The Brookie- Brook trout are so pretty even the stocked ones can somewhat resemble a wild looking trout. When they are caught in scenic streams they cause doubt like I Can't Tell above but once again, you know the status of brook trout on the east coast isn't all that great. All assumptions therefore are thrown out the window.
The Hoss- every stocking point gets at least one. Crowds often form around supposed stocking locations of the "one" but more often than not, the guy who gets to the spot first walks away with the prize. That or a six year old kid out fishing for the first time with his grandfather hooks into him while surrounded by seasoned vets.
The Dead- Also in almost every stream, one of the hatchery pigs gets disoriented by the unfamiliar environment and the stress of constant fishermen. They soon perish and become a tumbling piece of flesh floating downstream.
Nemo- The personal favorite. Even some wild fish suffer from this fate. Old knubby has lost all his fins and what remains can be frightening. It can be a fresh wound and look like severed limb or it can be completely healed.
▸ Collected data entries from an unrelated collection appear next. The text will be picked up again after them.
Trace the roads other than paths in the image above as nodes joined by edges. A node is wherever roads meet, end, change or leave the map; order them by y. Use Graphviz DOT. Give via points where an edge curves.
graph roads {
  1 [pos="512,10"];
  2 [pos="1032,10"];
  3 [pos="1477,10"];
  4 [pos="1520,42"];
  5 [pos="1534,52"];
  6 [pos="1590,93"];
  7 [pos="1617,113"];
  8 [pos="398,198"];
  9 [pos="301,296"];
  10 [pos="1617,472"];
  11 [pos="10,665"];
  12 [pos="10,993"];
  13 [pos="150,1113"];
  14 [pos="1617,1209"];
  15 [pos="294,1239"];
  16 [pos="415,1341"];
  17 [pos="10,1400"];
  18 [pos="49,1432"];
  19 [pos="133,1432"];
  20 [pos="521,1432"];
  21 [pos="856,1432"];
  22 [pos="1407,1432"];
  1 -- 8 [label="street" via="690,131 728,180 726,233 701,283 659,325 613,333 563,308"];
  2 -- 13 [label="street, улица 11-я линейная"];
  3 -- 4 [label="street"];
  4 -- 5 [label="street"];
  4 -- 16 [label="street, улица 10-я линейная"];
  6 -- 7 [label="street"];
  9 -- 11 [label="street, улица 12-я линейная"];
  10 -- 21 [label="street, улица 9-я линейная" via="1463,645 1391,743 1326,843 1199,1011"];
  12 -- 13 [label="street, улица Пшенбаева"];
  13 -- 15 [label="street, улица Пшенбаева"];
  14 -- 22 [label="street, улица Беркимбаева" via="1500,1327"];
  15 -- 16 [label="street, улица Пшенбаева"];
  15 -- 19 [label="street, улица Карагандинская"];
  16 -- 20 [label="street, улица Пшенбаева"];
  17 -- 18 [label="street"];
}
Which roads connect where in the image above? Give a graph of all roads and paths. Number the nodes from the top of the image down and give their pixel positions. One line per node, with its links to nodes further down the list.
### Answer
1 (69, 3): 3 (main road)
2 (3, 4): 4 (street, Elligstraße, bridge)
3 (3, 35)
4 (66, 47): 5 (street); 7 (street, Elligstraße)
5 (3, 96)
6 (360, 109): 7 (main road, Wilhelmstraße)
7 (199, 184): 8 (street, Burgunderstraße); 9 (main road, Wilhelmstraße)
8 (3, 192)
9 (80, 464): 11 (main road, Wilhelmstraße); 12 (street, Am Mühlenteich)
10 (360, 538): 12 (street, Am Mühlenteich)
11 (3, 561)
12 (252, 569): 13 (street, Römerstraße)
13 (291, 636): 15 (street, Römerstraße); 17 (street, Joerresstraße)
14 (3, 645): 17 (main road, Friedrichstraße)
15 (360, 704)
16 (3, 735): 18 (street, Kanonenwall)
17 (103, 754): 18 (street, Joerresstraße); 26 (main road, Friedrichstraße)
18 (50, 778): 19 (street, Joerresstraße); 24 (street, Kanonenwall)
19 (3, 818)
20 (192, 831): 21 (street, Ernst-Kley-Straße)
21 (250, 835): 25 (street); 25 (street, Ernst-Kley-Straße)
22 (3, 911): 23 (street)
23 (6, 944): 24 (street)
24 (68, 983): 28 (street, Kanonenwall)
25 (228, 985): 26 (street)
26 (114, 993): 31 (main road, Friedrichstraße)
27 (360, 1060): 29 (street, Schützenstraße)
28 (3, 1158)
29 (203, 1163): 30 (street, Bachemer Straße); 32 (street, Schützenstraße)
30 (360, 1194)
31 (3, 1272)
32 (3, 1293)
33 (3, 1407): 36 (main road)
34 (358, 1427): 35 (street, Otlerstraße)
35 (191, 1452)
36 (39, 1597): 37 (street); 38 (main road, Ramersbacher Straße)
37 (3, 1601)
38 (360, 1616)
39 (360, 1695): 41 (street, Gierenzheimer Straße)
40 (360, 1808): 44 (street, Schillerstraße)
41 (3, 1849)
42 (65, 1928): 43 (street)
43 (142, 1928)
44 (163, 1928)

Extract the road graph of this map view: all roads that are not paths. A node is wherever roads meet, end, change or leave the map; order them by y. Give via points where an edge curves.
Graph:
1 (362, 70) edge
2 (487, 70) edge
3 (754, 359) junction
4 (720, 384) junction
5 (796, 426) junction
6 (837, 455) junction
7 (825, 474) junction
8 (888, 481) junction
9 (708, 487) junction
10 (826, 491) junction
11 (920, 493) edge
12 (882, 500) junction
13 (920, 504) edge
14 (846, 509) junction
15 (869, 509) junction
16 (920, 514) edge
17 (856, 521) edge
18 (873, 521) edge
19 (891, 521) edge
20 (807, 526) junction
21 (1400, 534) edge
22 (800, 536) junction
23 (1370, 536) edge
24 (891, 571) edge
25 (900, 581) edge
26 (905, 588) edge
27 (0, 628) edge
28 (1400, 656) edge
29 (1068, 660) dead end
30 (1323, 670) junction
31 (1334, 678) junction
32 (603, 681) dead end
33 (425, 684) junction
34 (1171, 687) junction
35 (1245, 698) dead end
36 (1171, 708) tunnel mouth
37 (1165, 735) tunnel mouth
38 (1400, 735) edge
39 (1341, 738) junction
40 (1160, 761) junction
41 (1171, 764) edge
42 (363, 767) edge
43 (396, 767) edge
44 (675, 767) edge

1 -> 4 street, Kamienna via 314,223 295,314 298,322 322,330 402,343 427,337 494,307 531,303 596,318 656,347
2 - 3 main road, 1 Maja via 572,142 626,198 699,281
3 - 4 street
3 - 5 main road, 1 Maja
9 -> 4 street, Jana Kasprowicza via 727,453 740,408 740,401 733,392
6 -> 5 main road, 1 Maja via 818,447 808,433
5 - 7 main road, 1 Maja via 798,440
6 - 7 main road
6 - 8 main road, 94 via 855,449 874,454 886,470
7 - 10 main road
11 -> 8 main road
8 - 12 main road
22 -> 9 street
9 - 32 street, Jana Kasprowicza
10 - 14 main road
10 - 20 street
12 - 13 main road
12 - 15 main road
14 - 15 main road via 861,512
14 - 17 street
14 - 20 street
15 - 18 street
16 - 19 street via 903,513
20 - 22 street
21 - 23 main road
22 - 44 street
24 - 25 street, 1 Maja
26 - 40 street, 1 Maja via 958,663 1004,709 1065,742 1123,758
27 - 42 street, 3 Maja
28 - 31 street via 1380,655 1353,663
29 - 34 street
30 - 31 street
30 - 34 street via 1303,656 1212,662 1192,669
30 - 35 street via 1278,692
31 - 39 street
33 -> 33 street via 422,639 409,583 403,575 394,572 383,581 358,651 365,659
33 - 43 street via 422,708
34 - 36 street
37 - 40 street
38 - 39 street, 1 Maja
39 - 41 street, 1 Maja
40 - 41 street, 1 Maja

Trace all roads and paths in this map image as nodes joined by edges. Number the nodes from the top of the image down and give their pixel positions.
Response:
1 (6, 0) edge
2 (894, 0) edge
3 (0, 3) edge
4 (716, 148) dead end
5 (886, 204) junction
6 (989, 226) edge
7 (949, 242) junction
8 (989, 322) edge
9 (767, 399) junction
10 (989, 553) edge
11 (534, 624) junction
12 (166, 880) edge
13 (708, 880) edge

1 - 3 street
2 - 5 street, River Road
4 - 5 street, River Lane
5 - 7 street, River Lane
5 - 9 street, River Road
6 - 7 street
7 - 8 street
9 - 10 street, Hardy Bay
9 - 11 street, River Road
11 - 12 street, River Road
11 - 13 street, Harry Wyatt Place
The worst is when it is indeed nothing but a knob and you attempt to grab a hold of the of the fish and the knob is what you feel on your hand. I always wonder how these fish can stay aloft in the flows.
The Fingerling- Often times these fish still look like the real thing and some can be real head scratchers. For example this guy looks like a wild rainbow, but he is a fingerling from a nearby tail water that made his way up the feeder stream. When they grow large they resemble the real thing.
Lipless- Up there with Nemo, Lipless can also be a fate suffered by wild trout. These guys are often victims of size six eagle claw hooks with eight barbs down the shaft. Lucky to be alive, they go on functioning as normal unable to ever close their mouths again.
The Hatchery Escapee- These guys are not intentionally stocked. They escape from nearby hatcheries and wreck havoc on any fly floating by. They are often quite large and can become quite colorful in the limestone waters where so many hatcheries call home.
The Palomino- The prized jewel of opening day of trout season. One or two of these bad boys can be stocked in any waterway. They are often trophy sized and every once and awhile the state is known to stock state record palominos. They stand out like a sore thumb and as a result draw even more crowds than the resident hoss. They hardly ever survive the first few days, but if they do, they can become extremely smart. This guy was actually taken in late November. How he made it that long, we will never know.